**Task directions**
The records below hold pictures; please leave those out and retype the rest exactly.

**Available data**
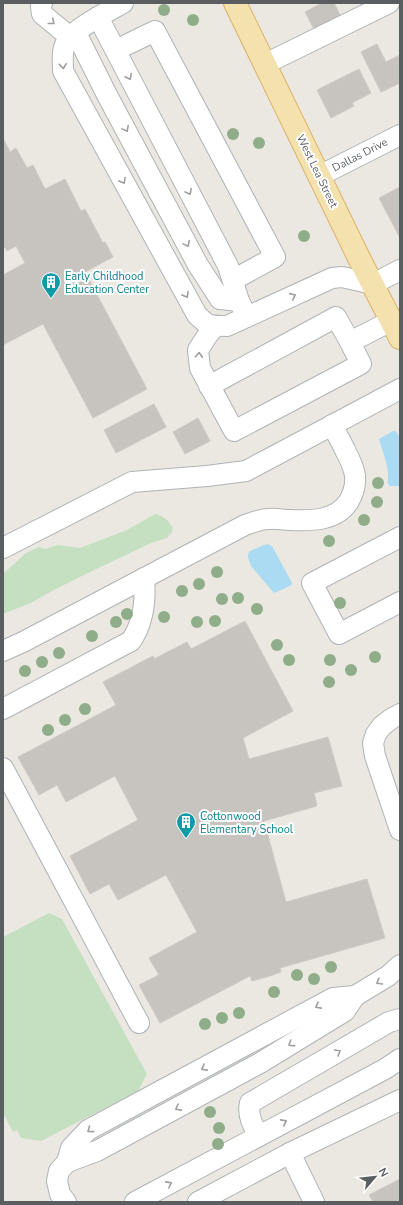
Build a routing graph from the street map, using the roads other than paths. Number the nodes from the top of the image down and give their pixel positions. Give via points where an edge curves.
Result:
1 (42, 3) edge
2 (124, 3) edge
3 (235, 3) edge
4 (389, 3) edge
5 (83, 28) junction
6 (116, 50) junction
7 (265, 64) junction
8 (400, 135) edge
9 (319, 176) junction
10 (400, 270) edge
11 (233, 280) junction
12 (373, 284) junction
13 (243, 309) junction
14 (215, 326) junction
15 (396, 329) edge
16 (350, 342) junction
17 (209, 386) junction
18 (400, 389) edge
19 (332, 425) junction
20 (400, 537) edge
21 (3, 548) edge
22 (144, 578) junction
23 (400, 602) edge
24 (3, 650) edge
25 (3, 710) edge
26 (400, 714) edge
27 (3, 768) edge
28 (400, 830) edge
29 (400, 965) edge
30 (400, 1019) edge
31 (139, 1023) dead end
32 (400, 1059) edge
33 (400, 1100) edge
34 (259, 1136) junction
35 (290, 1154) junction
36 (66, 1202) edge
37 (135, 1202) edge
38 (198, 1202) edge
39 (314, 1202) edge

1 -> 5 street via 42,14
2 - 5 street
3 - 7 main road, West Lea Street
4 - 7 street
5 - 6 street
5 -> 13 street via 121,90 214,266
5 -> 14 street via 66,42 62,54 63,71 197,315 206,324
6 -> 11 street
6 - 11 street via 155,30 275,257
7 - 9 main road, West Lea Street
8 - 9 street, Dallas Drive
9 - 12 main road, West Lea Street
10 - 12 street
11 - 13 street
13 -> 12 street via 332,278 342,277
12 - 15 main road, West Lea Street
13 - 14 street via 227,326
17 -> 14 street via 200,368 198,350
15 - 16 street
16 - 17 street via 336,317
16 - 17 street via 361,364 234,431
18 - 19 street
19 - 21 street via 246,471 132,482
19 - 22 street via 354,467 356,483 347,505 338,513 325,519 269,518 256,521
20 - 23 street via 312,583 339,634
22 - 24 street
22 - 25 street via 146,593 143,609 138,631 131,641
26 - 28 street via 382,726 373,743
27 - 31 street
29 -> 36 street via 388,976 355,996 333,998 88,1130 71,1148 67,1162 59,1171 57,1181 60,1194
34 -> 30 street via 252,1124 248,1109 250,1103 389,1022
34 -> 32 street
33 - 35 street
37 -> 34 street
35 - 38 street
35 - 39 street

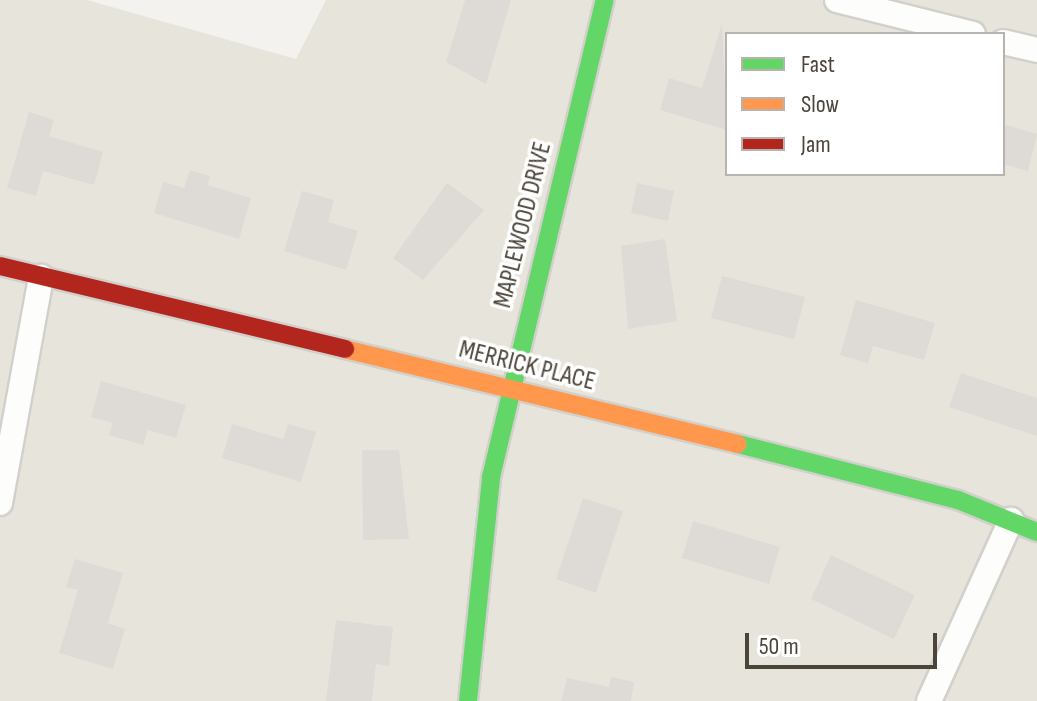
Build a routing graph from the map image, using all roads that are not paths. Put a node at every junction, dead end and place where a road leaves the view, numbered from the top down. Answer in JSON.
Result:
{"nodes":[{"id":1,"x":605,"y":0,"type":"edge"},
{"id":2,"x":837,"y":0,"type":"edge"},
{"id":3,"x":965,"y":32,"type":"edge"},
{"id":4,"x":1005,"y":42,"type":"edge"},
{"id":5,"x":1037,"y":50,"type":"edge"},
{"id":6,"x":0,"y":266,"type":"edge"},
{"id":7,"x":41,"y":277,"type":"junction"},
{"id":8,"x":509,"y":388,"type":"junction"},
{"id":9,"x":0,"y":503,"type":"edge"},
{"id":10,"x":1011,"y":520,"type":"junction"},
{"id":11,"x":1037,"y":532,"type":"edge"},
{"id":12,"x":468,"y":701,"type":"edge"},
{"id":13,"x":929,"y":701,"type":"edge"}],
"edges":[{"from":1,"to":8,"type":"street","name":"MAPLEWOOD DRIVE"},
{"from":2,"to":3,"type":"street"},
{"from":4,"to":5,"type":"street"},
{"from":6,"to":7,"type":"street","name":"MERRICK PLACE"},
{"from":7,"to":8,"type":"street","name":"MERRICK PLACE"},
{"from":7,"to":9,"type":"street"},
{"from":8,"to":10,"type":"street","name":"MERRICK PLACE"},
{"from":8,"to":12,"type":"street","name":"MAPLEWOOD DRIVE"},
{"from":10,"to":11,"type":"street","name":"MERRICK PLACE"},
{"from":10,"to":13,"type":"street"}]}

**Solution to the problem**
Build a routing graph from the street map, using the roads other than paths. Number the nodes from the top of the image down and give their pixel positions. Give via points where an edge curves.
Result:
1 (42, 3) edge
2 (124, 3) edge
3 (235, 3) edge
4 (389, 3) edge
5 (83, 28) junction
6 (116, 50) junction
7 (265, 64) junction
8 (400, 135) edge
9 (319, 176) junction
10 (400, 270) edge
11 (233, 280) junction
12 (373, 284) junction
13 (243, 309) junction
14 (215, 326) junction
15 (396, 329) edge
16 (350, 342) junction
17 (209, 386) junction
18 (400, 389) edge
19 (332, 425) junction
20 (400, 537) edge
21 (3, 548) edge
22 (144, 578) junction
23 (400, 602) edge
24 (3, 650) edge
25 (3, 710) edge
26 (400, 714) edge
27 (3, 768) edge
28 (400, 830) edge
29 (400, 965) edge
30 (400, 1019) edge
31 (139, 1023) dead end
32 (400, 1059) edge
33 (400, 1100) edge
34 (259, 1136) junction
35 (290, 1154) junction
36 (66, 1202) edge
37 (135, 1202) edge
38 (198, 1202) edge
39 (314, 1202) edge

1 -> 5 street via 42,14
2 - 5 street
3 - 7 main road, West Lea Street
4 - 7 street
5 - 6 street
5 -> 13 street via 121,90 214,266
5 -> 14 street via 66,42 62,54 63,71 197,315 206,324
6 -> 11 street
6 - 11 street via 155,30 275,257
7 - 9 main road, West Lea Street
8 - 9 street, Dallas Drive
9 - 12 main road, West Lea Street
10 - 12 street
11 - 13 street
13 -> 12 street via 332,278 342,277
12 - 15 main road, West Lea Street
13 - 14 street via 227,326
17 -> 14 street via 200,368 198,350
15 - 16 street
16 - 17 street via 336,317
16 - 17 street via 361,364 234,431
18 - 19 street
19 - 21 street via 246,471 132,482
19 - 22 street via 354,467 356,483 347,505 338,513 325,519 269,518 256,521
20 - 23 street via 312,583 339,634
22 - 24 street
22 - 25 street via 146,593 143,609 138,631 131,641
26 - 28 street via 382,726 373,743
27 - 31 street
29 -> 36 street via 388,976 355,996 333,998 88,1130 71,1148 67,1162 59,1171 57,1181 60,1194
34 -> 30 street via 252,1124 248,1109 250,1103 389,1022
34 -> 32 street
33 - 35 street
37 -> 34 street
35 - 38 street
35 - 39 street

Build a routing graph from the map image, using all roads that are not paths. Put a node at every junction, dead end and place where a road leaves the view, numbered from the top down. Answer in JSON.
Result:
{"nodes":[{"id":1,"x":605,"y":0,"type":"edge"},
{"id":2,"x":837,"y":0,"type":"edge"},
{"id":3,"x":965,"y":32,"type":"edge"},
{"id":4,"x":1005,"y":42,"type":"edge"},
{"id":5,"x":1037,"y":50,"type":"edge"},
{"id":6,"x":0,"y":266,"type":"edge"},
{"id":7,"x":41,"y":277,"type":"junction"},
{"id":8,"x":509,"y":388,"type":"junction"},
{"id":9,"x":0,"y":503,"type":"edge"},
{"id":10,"x":1011,"y":520,"type":"junction"},
{"id":11,"x":1037,"y":532,"type":"edge"},
{"id":12,"x":468,"y":701,"type":"edge"},
{"id":13,"x":929,"y":701,"type":"edge"}],
"edges":[{"from":1,"to":8,"type":"street","name":"MAPLEWOOD DRIVE"},
{"from":2,"to":3,"type":"street"},
{"from":4,"to":5,"type":"street"},
{"from":6,"to":7,"type":"street","name":"MERRICK PLACE"},
{"from":7,"to":8,"type":"street","name":"MERRICK PLACE"},
{"from":7,"to":9,"type":"street"},
{"from":8,"to":10,"type":"street","name":"MERRICK PLACE"},
{"from":8,"to":12,"type":"street","name":"MAPLEWOOD DRIVE"},
{"from":10,"to":11,"type":"street","name":"MERRICK PLACE"},
{"from":10,"to":13,"type":"street"}]}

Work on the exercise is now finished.